Iterate on previous result?

Dear all,
I have the following problem:

I am doing some image process with opengl.In the project there is a 2D texture with dimision 512x512. On every row,let a0,a1,a2 …a511 be the pixel value.I want to do the equation:

a1=a0+a1;
a2=a0+a1+a2;

a511=a0+a1+…+a511

I wonder if there is some fast method to do it.I have tried the fragment program with 4 texture fetches each time,then about 120 iterate,but it’s too slow on my card(FX 5200,2s).I want to do it real time.Can you give me some suggestion?

Thank you all.

creating SAT:s? nvidia showed a shortcut of doung that by render one column at the time, reading from the same texture as they are writing to (reading xpos-1, wrinting to xpos), and render as many strips as needed ( 512 in your case)

however, i havent tried it, and one that tried says it doenst worked for him, and the spec about render to texture states that this kind of rendering result in an undefined behaivour… but if you are bound to nvidia HW and want to try it, go ahead.

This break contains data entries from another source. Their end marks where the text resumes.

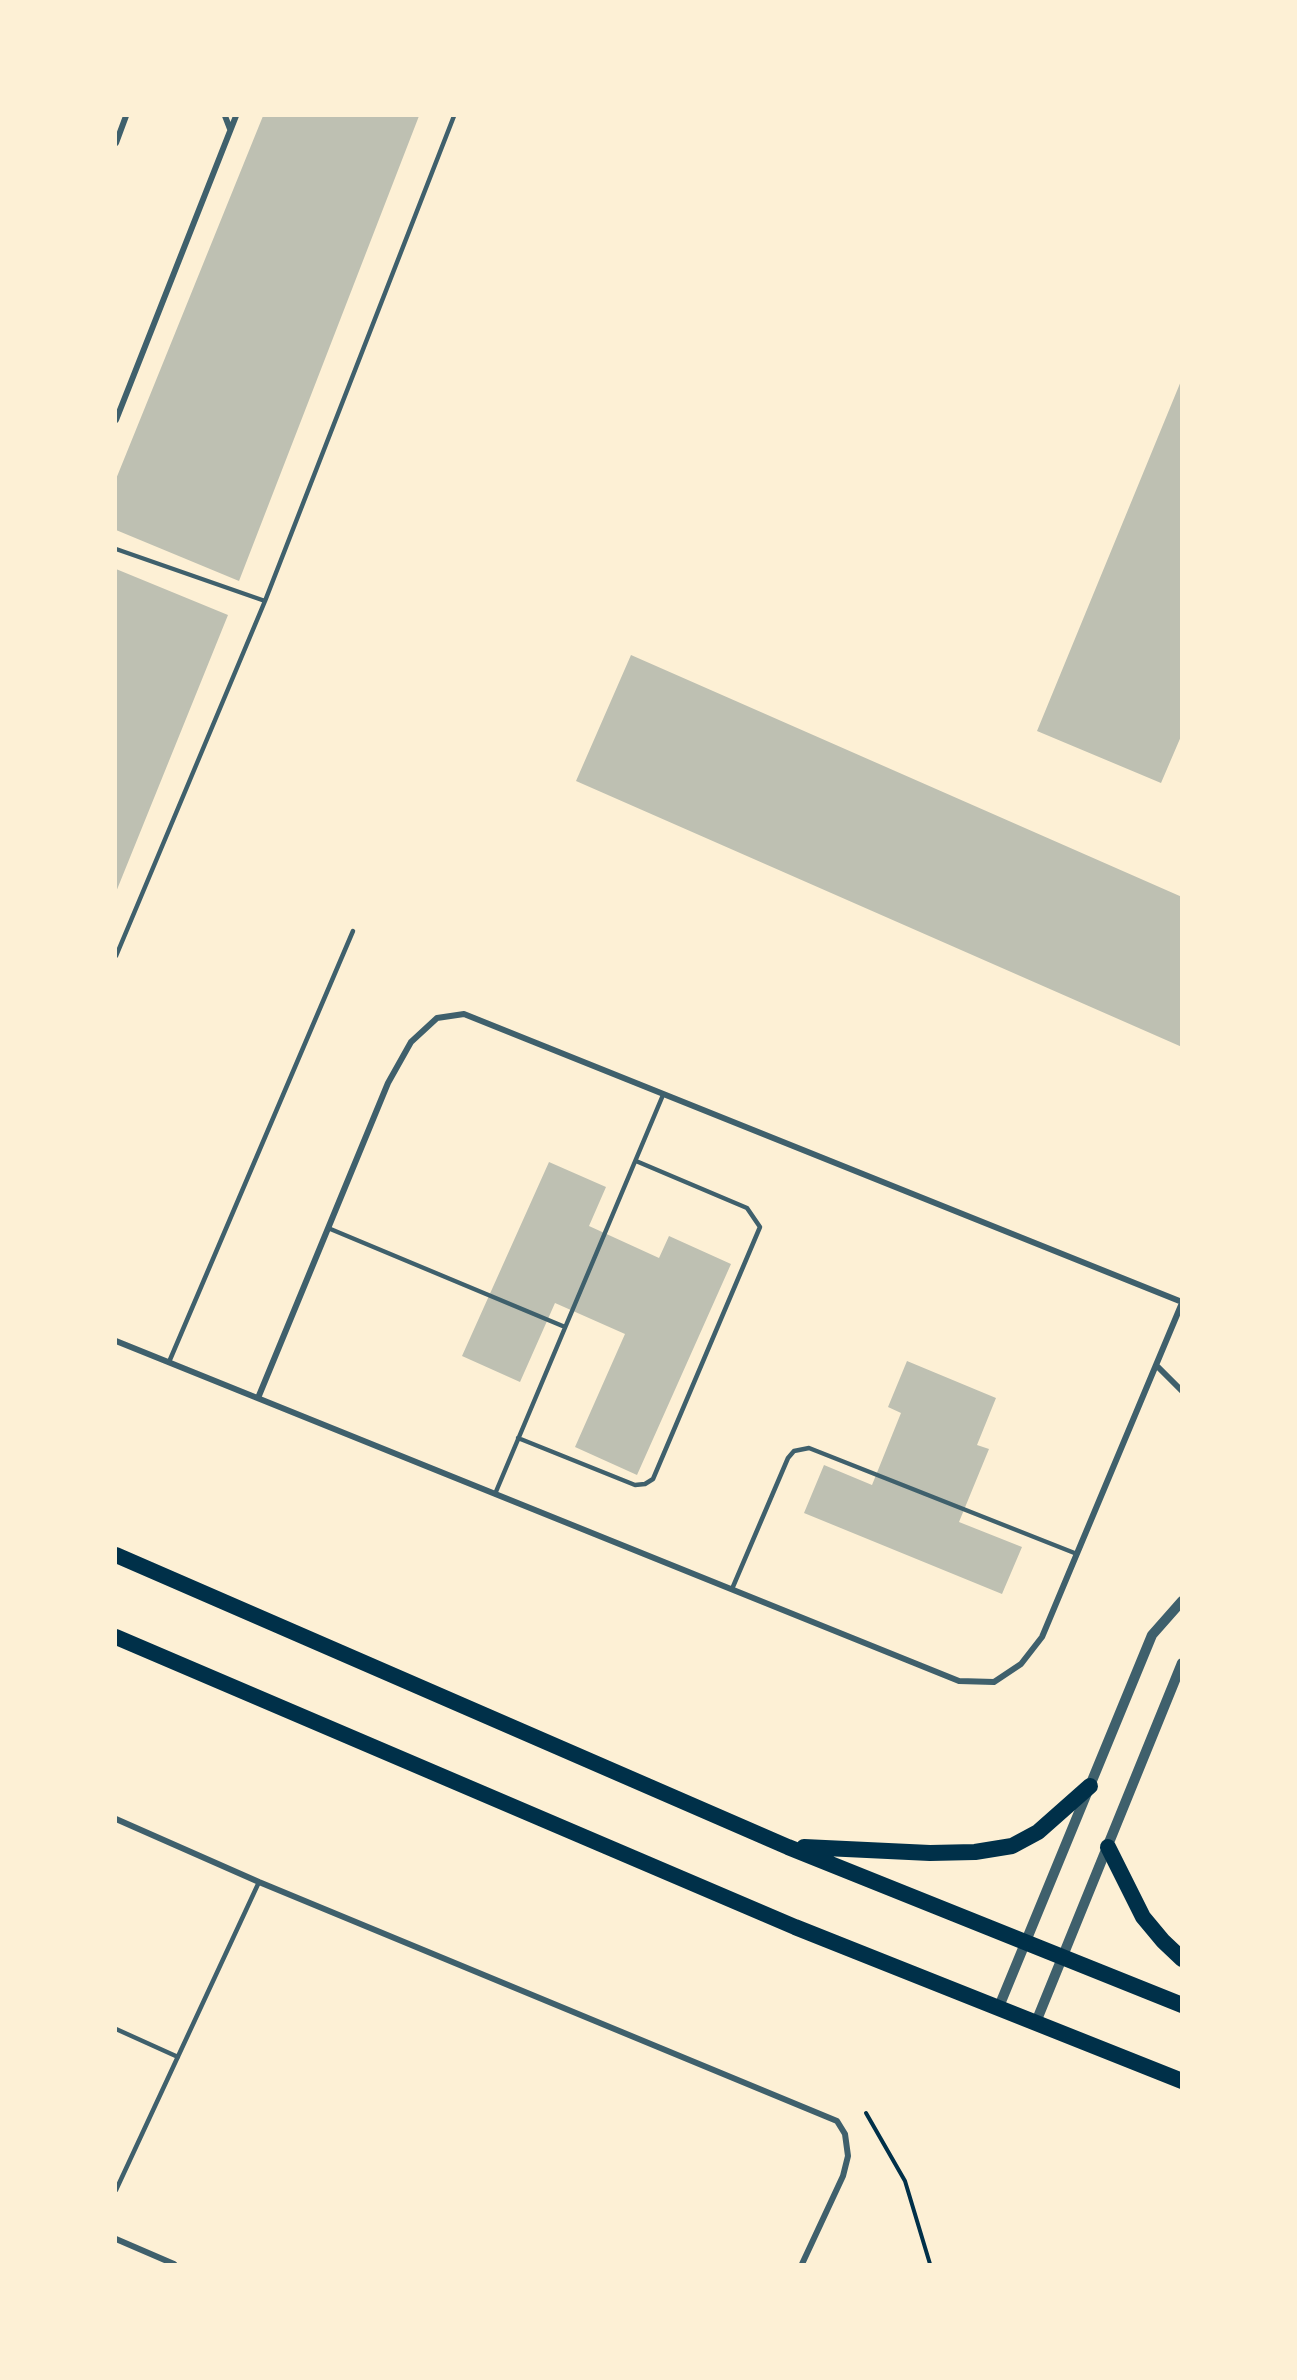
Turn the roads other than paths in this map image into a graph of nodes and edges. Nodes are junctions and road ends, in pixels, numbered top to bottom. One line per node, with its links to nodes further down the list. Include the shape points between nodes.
1 (126, 116): 6 (street)
2 (225, 116): 5 (street)
3 (236, 116): 5 (street)
4 (454, 116): 9 (lane)
5 (230, 130): 7 (street)
6 (116, 143)
7 (116, 420)
8 (116, 549): 9 (lane)
9 (265, 601): 11 (lane)
10 (353, 930): 18 (lane)
11 (116, 956)
12 (663, 1095): 13 (lane); 14 (street, via 464,1014 436,1018 411,1042 388,1083); 15 (street)
13 (636, 1161): 16 (lane); 22 (lane, via 747,1208 760,1227 756,1238 653,1479 635,1485)
14 (328, 1228): 16 (lane); 21 (street)
15 (1182, 1303): 19 (street)
16 (565, 1327): 22 (lane)
17 (116, 1341): 18 (street)
18 (169, 1362): 21 (street)
19 (1155, 1365): 20 (street); 24 (street)
20 (1182, 1391)
21 (258, 1398): 23 (street)
22 (518, 1438): 23 (lane)
23 (495, 1494): 26 (street)
24 (1077, 1554): 26 (street, via 1042,1637 1021,1664 994,1682 959,1681); 26 (lane, via 809,1448 794,1451 788,1458)
25 (116, 1555): 32 (highway)
26 (732, 1589)
27 (1182, 1601): 30 (street, via 1152,1635)
28 (116, 1637): 39 (highway)
29 (1182, 1663): 33 (street)
30 (1090, 1786): 32 (highway, via 1038,1832 1012,1846 930,1853); 35 (street)
31 (116, 1819): 34 (street)
32 (788, 1847): 35 (highway)
33 (1108, 1847): 36 (street); 37 (highway, via 1143,1917)
34 (259, 1882): 42 (lane); 47 (street, via 837,2121 845,2134 848,2156 843,2176)
35 (1026, 1941): 36 (highway); 39 (street)
36 (1064, 1957): 38 (highway); 40 (street)
37 (1182, 1959)
38 (1182, 2006)
39 (998, 2009): 40 (highway)
40 (1036, 2022): 43 (highway)
41 (116, 2028): 42 (lane)
42 (178, 2056): 44 (lane)
43 (1182, 2082)
44 (116, 2190)
45 (116, 2239): 46 (street)
46 (174, 2265)
47 (802, 2265)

Originally posted by Mazy:
[b]creating SAT:s? nvidia showed a shortcut of doung that by render one column at the time, reading from the same texture as they are writing to (reading xpos-1, wrinting to xpos), and render as many strips as needed ( 512 in your case)

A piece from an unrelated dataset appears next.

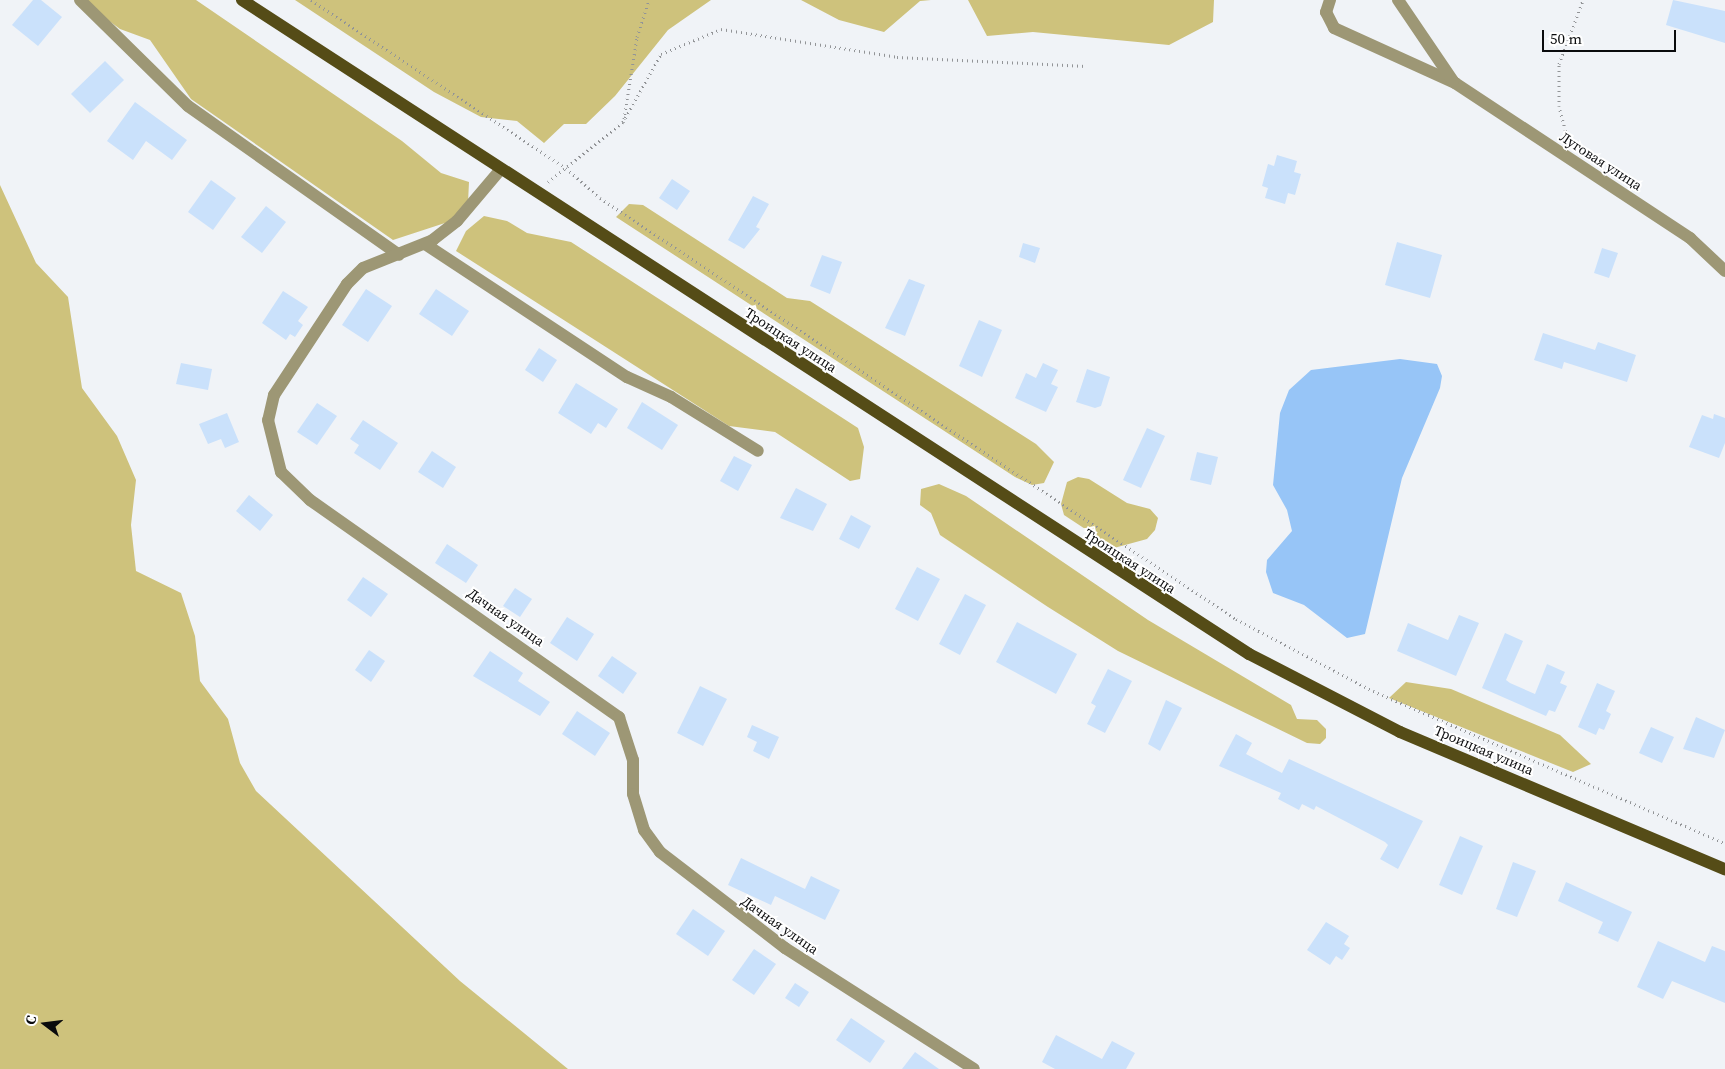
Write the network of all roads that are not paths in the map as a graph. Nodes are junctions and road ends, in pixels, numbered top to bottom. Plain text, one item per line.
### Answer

however, i havent tried it, and one that tried says it doenst worked for him, and the spec about render to texture states that this kind of rendering result in an undefined behaivour… but if you are bound to nvidia HW and want to try it, go ahead.[/b]

Thanks Mazy.
Can you talk it more clear? Or some stuff links?
thank you.

I’ not sure if you want some like this:
a1=a0+a1;
a2=a1+a2;
a3=a2+a3;
a4=a3+a4;

a511=a510+a511

this eq. is fasest than
“a1=a0+a1;
a2=a0+a1+a2;

a511=a0+a1+…+a511”

Originally posted by Ffelagund:
[b]I’ not sure if you want some like this:
a1=a0+a1;
a2=a1+a2;
a3=a2+a3;
a4=a3+a4;

a511=a510+a511

this eq. is fasest than
“a1=a0+a1;
a2=a0+a1+a2;

a511=a0+a1+…+a511”

[/b]

No,in fact the pixel value will depend on the all previous column pixel values.

with this you do that…
a1=a0+a1;
a2=a1+a2; (here a1 already is a0+a1);
a3=a2+a3; (and so on.)

a1=a0+a1;
a2=a0+a1+a2; (here you have a0+a1*2+a2) thats not what you want, is it?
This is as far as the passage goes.